General characteristics
- Class & type: Type VIIB U-boat
- Displacement: 753 t (741 long tons) surfaced; 857 t (843 long tons) submerged;
- Length: 66.50 m (218 ft 2 in) o/a; 48.80 m (160 ft 1 in) pressure hull;
- Beam: 6.20 m (20 ft 4 in) o/a; 4.70 m (15 ft 5 in) pressure hull;
- Draught: 4.74 m (15 ft 7 in)
- Installed power: 2,800–3,200 PS (2,100–2,400 kW; 2,800–3,200 bhp) (diesels); 750 PS (550 kW; 740 shp) (electric);
- Propulsion: 2 shafts; 2 × diesel engines; 2 × electric motors;
- Speed: 17.9 knots (33.2 km/h; 20.6 mph) surfaced; 8 knots (15 km/h; 9.2 mph) submerged;
- Range: 8,700 nmi (16,112 km; 10,012 mi) at 10 knots (19 km/h; 12 mph) surfaced; 90 nmi (170 km; 100 mi) at 4 knots (7.4 km/h; 4.6 mph) submerged;
- Test depth: 230 m (750 ft). Calculated crush depth: 250–295 m (820–968 ft)
- Complement: 4 officers, 40–56 enlisted
- Sensors & processing systems: Gruppenhorchgerät
- Armament: 5 × 53.3 cm (21 in) torpedo tubes (four bow, one stern); 14 torpedoes or 26 TMA or 39 TMB mines; 1 × 8.8 cm SK C/35 naval gun with 220 rounds; 1 × 2 cm (0.79 in) C/30 anti-aircraft gun;

Service record
- Part of: 7th U-boat Flotilla; 22 April 1939 – 30 June 1941; 26th U-boat Flotilla ; 1 July 1941 – 31 March 1942; 21st U-boat Flotilla; 1 April 1942 – 31 October 1943;
- Identification codes: M 27 354
- Commanders: Oblt.z.S. / Kptlt. Herbert Schultze; 22 April 1939 – 20 May 1940; K.Kapt. Hans-Rudolf Rösing; 21 May – 3 September 1940; Kptlt. Heinrich Bleichrodt; 4 September – 16 December 1940; Kptlt. Herbert Schultze; 17 December – 27 July 1941; Oblt.z.S. Siegfried Atzinger; August 1941 – September 1942; Oblt.z.S. Diether Todenhagen; 26 September – October 1943;
- Operations: 12 patrols:; 1st patrol:; 19 August – 17 September 1939; 2nd patrol:; 4 – 25 October 1939; 3rd patrol:; 20 November – 20 December 1939; 4th patrol:; 24 January – 26 February 1940; 5th patrol:; 3 – 20 April 1940; 6th patrol:; 26 May – 29 June 1940; 7th patrol:; 7 – 28 August 1940; 8th patrol:; 8 – 25 September 1940; 9th patrol:; 5 – 27 October 1940; 10th patrol:; 20 January – 27 February 1941; 11th patrol:; 17 March – 8 April 1941; 12th patrol:; a. 22 May – 17 June 1941; b. 19 – 21 June 1941;
- Victories: 51 merchant ships sunk (306,874 GRT); 1 warship sunk (1,060 tons); 3 merchant ships damaged (20,480 GRT);

= German submarine U-48 (1939) =

German World War II submarine

German submarine U-48 was a Type VIIB U-boat of Nazi Germany's Kriegsmarine during World War II, and the most successful that was commissioned. During her two years of active service, U-48 sank 52 ships for a total of 306,874 GRT and 1,060 tons; she also damaged three more for a total of 20,480 GRT over twelve war patrols conducted during the opening stages of the Battle of the Atlantic.
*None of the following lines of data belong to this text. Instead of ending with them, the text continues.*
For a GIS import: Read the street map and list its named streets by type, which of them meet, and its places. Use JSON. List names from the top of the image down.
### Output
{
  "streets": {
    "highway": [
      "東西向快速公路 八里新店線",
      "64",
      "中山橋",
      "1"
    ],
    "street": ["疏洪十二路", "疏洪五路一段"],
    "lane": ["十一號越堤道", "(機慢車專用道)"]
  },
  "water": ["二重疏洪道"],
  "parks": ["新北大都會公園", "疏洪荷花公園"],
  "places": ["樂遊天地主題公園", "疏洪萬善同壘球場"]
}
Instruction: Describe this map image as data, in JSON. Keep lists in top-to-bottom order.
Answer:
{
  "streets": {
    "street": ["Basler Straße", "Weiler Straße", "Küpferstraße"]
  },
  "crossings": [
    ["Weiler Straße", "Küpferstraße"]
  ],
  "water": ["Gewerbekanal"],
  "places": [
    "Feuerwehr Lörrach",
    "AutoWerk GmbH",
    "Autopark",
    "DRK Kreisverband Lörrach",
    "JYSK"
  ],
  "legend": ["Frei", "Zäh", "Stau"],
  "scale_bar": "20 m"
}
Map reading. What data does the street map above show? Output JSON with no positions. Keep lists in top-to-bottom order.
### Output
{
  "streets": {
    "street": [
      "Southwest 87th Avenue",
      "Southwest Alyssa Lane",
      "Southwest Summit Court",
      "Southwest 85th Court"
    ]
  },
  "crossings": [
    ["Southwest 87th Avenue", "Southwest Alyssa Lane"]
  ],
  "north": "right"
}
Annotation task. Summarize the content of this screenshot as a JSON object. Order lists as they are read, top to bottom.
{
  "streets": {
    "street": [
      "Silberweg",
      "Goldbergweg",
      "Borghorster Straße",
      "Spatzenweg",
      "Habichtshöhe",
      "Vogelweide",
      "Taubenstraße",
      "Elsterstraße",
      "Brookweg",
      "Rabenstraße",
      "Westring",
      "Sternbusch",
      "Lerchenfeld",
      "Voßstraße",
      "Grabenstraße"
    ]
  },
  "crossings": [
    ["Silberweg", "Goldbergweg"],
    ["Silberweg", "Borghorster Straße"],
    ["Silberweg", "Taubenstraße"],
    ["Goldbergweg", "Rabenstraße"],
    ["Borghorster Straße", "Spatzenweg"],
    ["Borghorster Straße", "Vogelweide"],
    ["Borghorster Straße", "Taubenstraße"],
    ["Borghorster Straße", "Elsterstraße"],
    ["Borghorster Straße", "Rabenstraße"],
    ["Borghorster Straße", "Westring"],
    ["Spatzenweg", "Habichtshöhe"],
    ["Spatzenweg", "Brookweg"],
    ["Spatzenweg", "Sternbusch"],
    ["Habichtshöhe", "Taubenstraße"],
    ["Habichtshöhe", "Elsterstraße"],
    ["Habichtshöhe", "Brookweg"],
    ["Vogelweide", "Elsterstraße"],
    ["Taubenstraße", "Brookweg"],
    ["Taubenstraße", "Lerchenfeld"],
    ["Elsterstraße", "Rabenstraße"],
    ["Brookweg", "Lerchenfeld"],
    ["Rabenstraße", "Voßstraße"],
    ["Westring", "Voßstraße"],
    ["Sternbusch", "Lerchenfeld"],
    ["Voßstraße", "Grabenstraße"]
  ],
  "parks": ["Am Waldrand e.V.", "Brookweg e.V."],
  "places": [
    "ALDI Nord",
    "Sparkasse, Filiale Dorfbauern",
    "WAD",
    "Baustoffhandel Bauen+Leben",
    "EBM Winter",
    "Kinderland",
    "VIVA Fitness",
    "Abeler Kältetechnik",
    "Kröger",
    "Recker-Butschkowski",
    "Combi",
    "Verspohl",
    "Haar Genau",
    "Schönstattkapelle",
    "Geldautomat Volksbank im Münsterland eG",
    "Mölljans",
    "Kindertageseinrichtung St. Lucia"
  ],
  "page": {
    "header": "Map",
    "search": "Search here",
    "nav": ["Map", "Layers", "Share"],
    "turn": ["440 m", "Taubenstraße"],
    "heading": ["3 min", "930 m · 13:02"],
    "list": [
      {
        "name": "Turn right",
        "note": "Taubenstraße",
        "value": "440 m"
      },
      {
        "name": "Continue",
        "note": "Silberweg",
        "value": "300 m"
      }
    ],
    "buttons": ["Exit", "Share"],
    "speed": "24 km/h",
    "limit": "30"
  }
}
U-48 was built at the Germaniawerft in Kiel as yard number 583 during 1938 and 1939, being completed a few months before the outbreak of war in September 1939 and given to Kapitänleutnant (Kptlt.) Herbert Schultze. When war was declared, she was already in position in the North Atlantic, and received the news via radio, allowing her to operate immediately against Allied shipping.

==Design==
German Type VIIB submarines were preceded by the shorter Type VIIA submarines. U-48 had a displacement of 753 t when at the surface and 857 t while submerged. She had a total length of 66.50 m, a pressure hull length of 48.80 m, a beam of 6.20 m, a height of 9.50 m, and a draught of 4.74 m. The submarine was powered by two Germaniawerft F46 four-stroke, six-cylinder supercharged diesel engines producing a total of 2800 to 3200 PS for use while surfaced, two AEG GU 460/8-276 double-acting electric motors producing a total of 750 PS for use while submerged. She had two shafts and two 1.23 m propellers. The boat was capable of operating at depths of up to 230 m.

The submarine had a maximum surface speed of 17.9 kn and a maximum submerged speed of 8 kn. When submerged, the boat could operate for 90 nmi at 4 kn; when surfaced, she could travel 8700 nmi at 10 kn. U-48 was fitted with five 53.3 cm torpedo tubes (four fitted at the bow and one at the stern), fourteen torpedoes, one 8.8 cm SK C/35 naval gun, 220 rounds, and one 2 cm C/30 anti-aircraft gun. The boat had a complement of between forty-four and sixty.

==Service history==
U-48 was a member of two wolfpacks. Seven former members of the boat's crew earned the Knight's Cross of the Iron Cross during their military career: these were the commanders Herbert Schultze, Hans-Rudolf Rösing and Heinrich Bleichrodt, the first watch officer Reinhard Suhren, the second watch Otto Ites, the chief engineer Erich Zürn and the coxswain Horst Hofmann.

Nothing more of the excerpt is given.